» WHAT THIS TASK INVOLVES
Every line of the entries below that mentions "from" is to be copied out.

» EXTRACTED ENTRIES
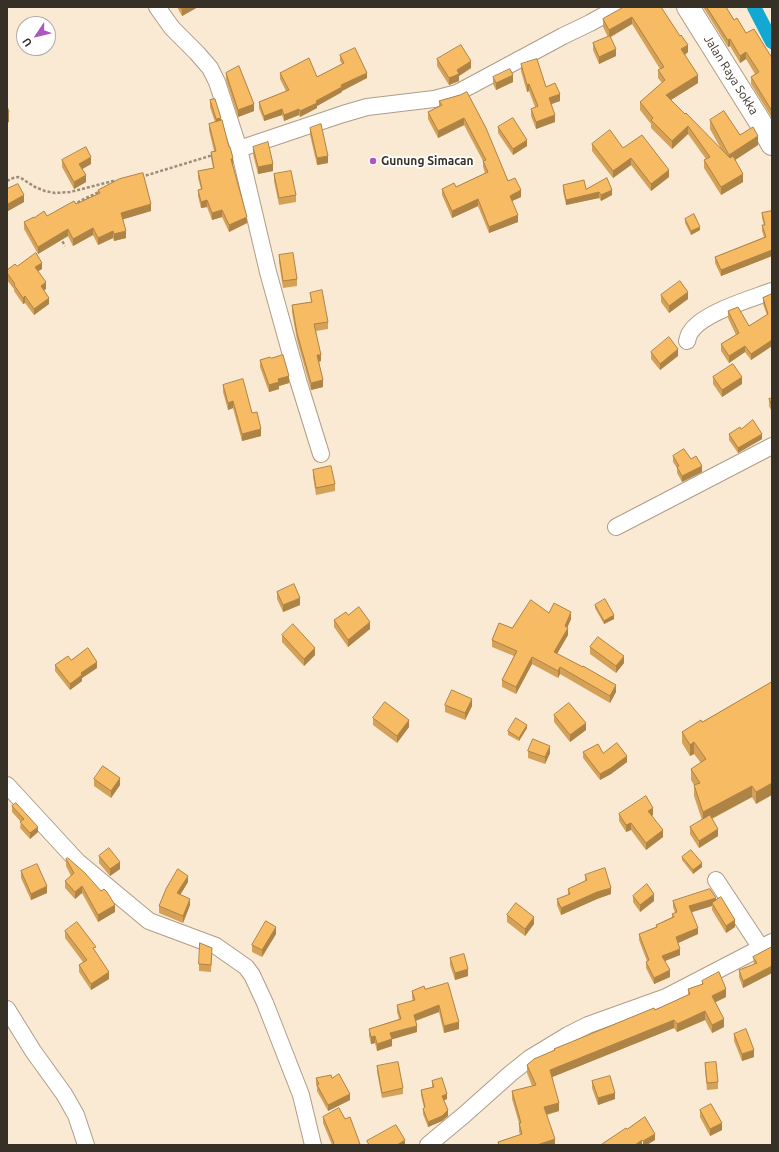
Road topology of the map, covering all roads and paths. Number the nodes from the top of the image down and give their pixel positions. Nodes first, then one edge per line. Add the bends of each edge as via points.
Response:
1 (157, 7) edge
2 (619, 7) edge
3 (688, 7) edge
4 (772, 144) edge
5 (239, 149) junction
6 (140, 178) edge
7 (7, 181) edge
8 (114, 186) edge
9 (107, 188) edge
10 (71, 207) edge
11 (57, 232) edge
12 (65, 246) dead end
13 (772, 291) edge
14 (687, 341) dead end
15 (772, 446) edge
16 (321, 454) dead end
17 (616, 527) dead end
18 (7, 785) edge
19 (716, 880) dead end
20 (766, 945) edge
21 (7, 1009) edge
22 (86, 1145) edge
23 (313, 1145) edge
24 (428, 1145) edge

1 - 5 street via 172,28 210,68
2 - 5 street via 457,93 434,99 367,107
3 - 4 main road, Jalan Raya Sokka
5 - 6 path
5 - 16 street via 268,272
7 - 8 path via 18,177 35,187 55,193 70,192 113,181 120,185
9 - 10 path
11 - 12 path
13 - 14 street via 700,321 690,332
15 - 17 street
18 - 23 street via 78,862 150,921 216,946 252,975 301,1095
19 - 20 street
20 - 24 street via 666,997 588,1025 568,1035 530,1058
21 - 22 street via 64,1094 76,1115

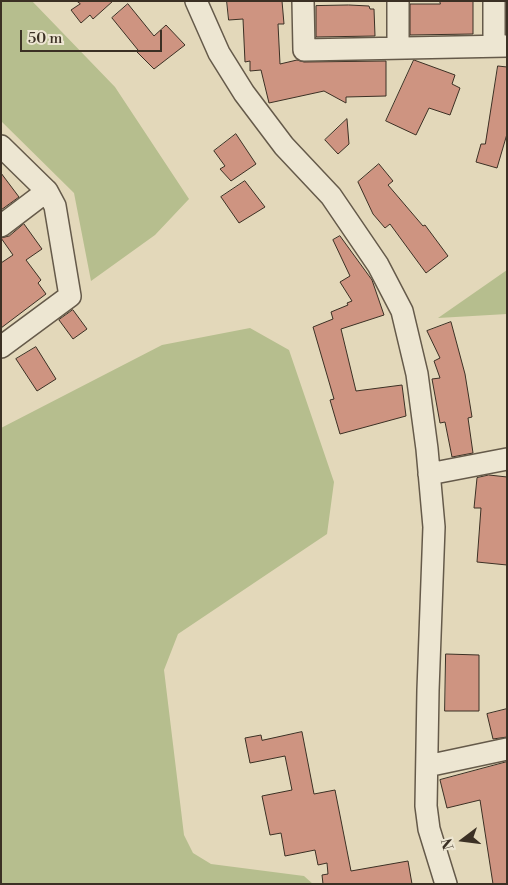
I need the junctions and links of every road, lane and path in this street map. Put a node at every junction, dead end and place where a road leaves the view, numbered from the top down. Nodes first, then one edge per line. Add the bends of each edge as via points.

* * *

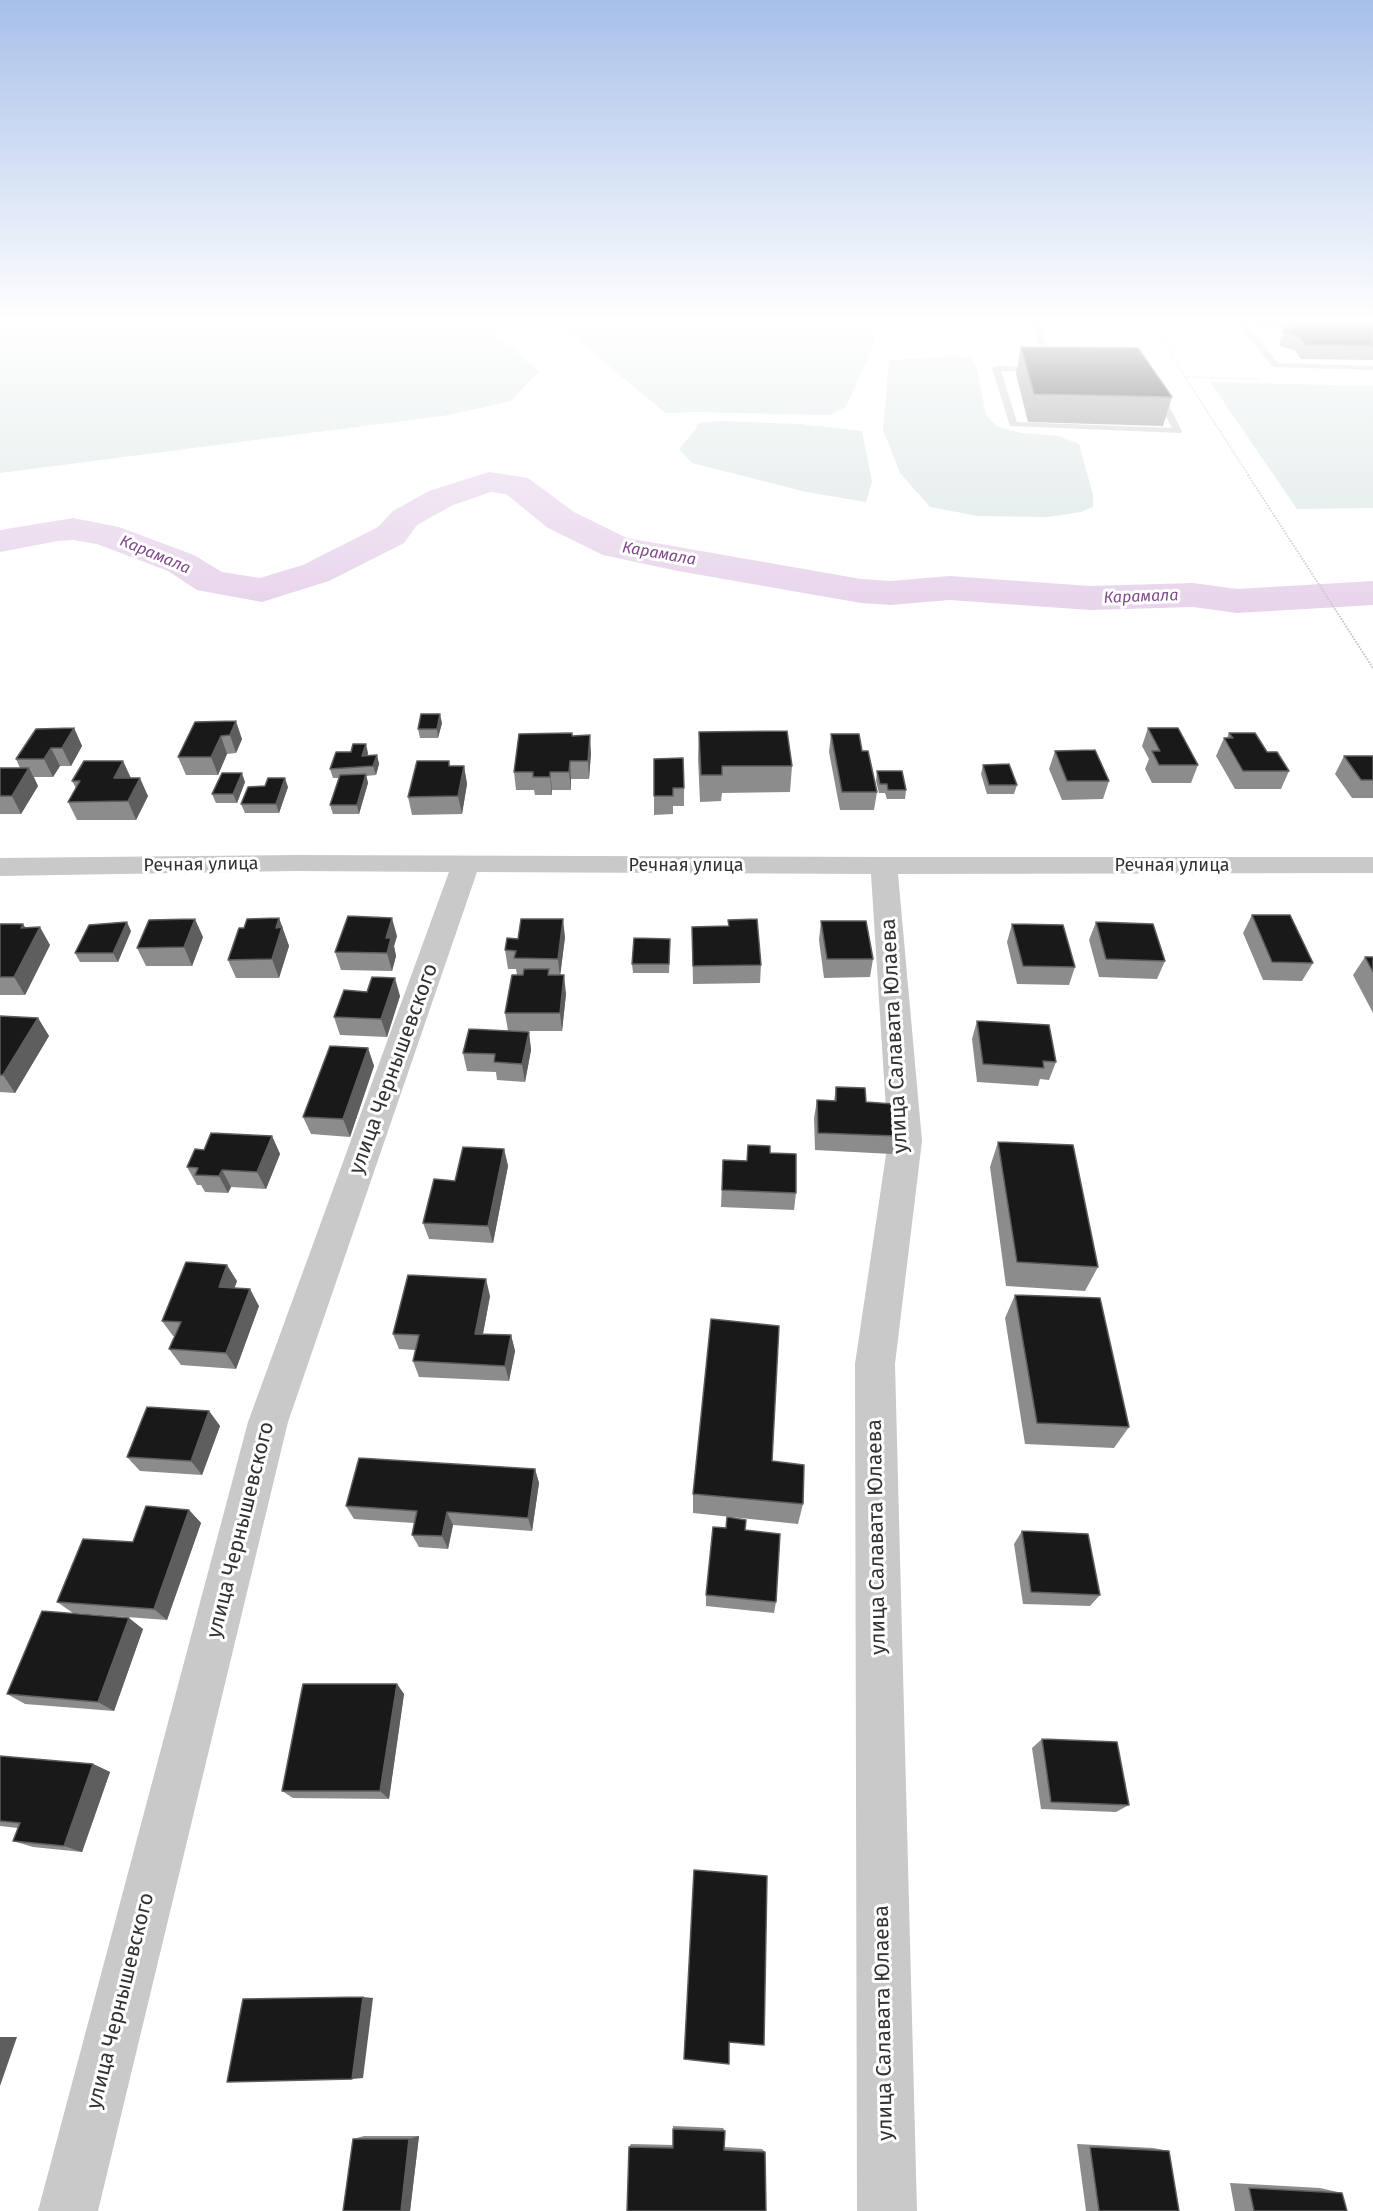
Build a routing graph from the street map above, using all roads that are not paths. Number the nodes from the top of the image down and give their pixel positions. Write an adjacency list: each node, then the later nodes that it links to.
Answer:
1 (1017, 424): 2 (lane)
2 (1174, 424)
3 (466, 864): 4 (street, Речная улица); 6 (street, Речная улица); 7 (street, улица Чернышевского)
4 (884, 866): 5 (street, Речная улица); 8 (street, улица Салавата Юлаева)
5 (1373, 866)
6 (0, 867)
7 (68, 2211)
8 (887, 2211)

» RESPONSE BELOW
Road topology of the map, covering all roads and paths. Number the nodes from the top of the image down and give their pixel positions. Nodes first, then one edge per line. Add the bends of each edge as via points.
I need the junctions and links of every road, lane and path in this street map. Put a node at every junction, dead end and place where a road leaves the view, numbered from the top down. Nodes first, then one edge per line. Add the bends of each edge as via points.
Build a routing graph from the street map above, using all roads that are not paths. Number the nodes from the top of the image down and give their pixel positions. Write an adjacency list: each node, then the later nodes that it links to.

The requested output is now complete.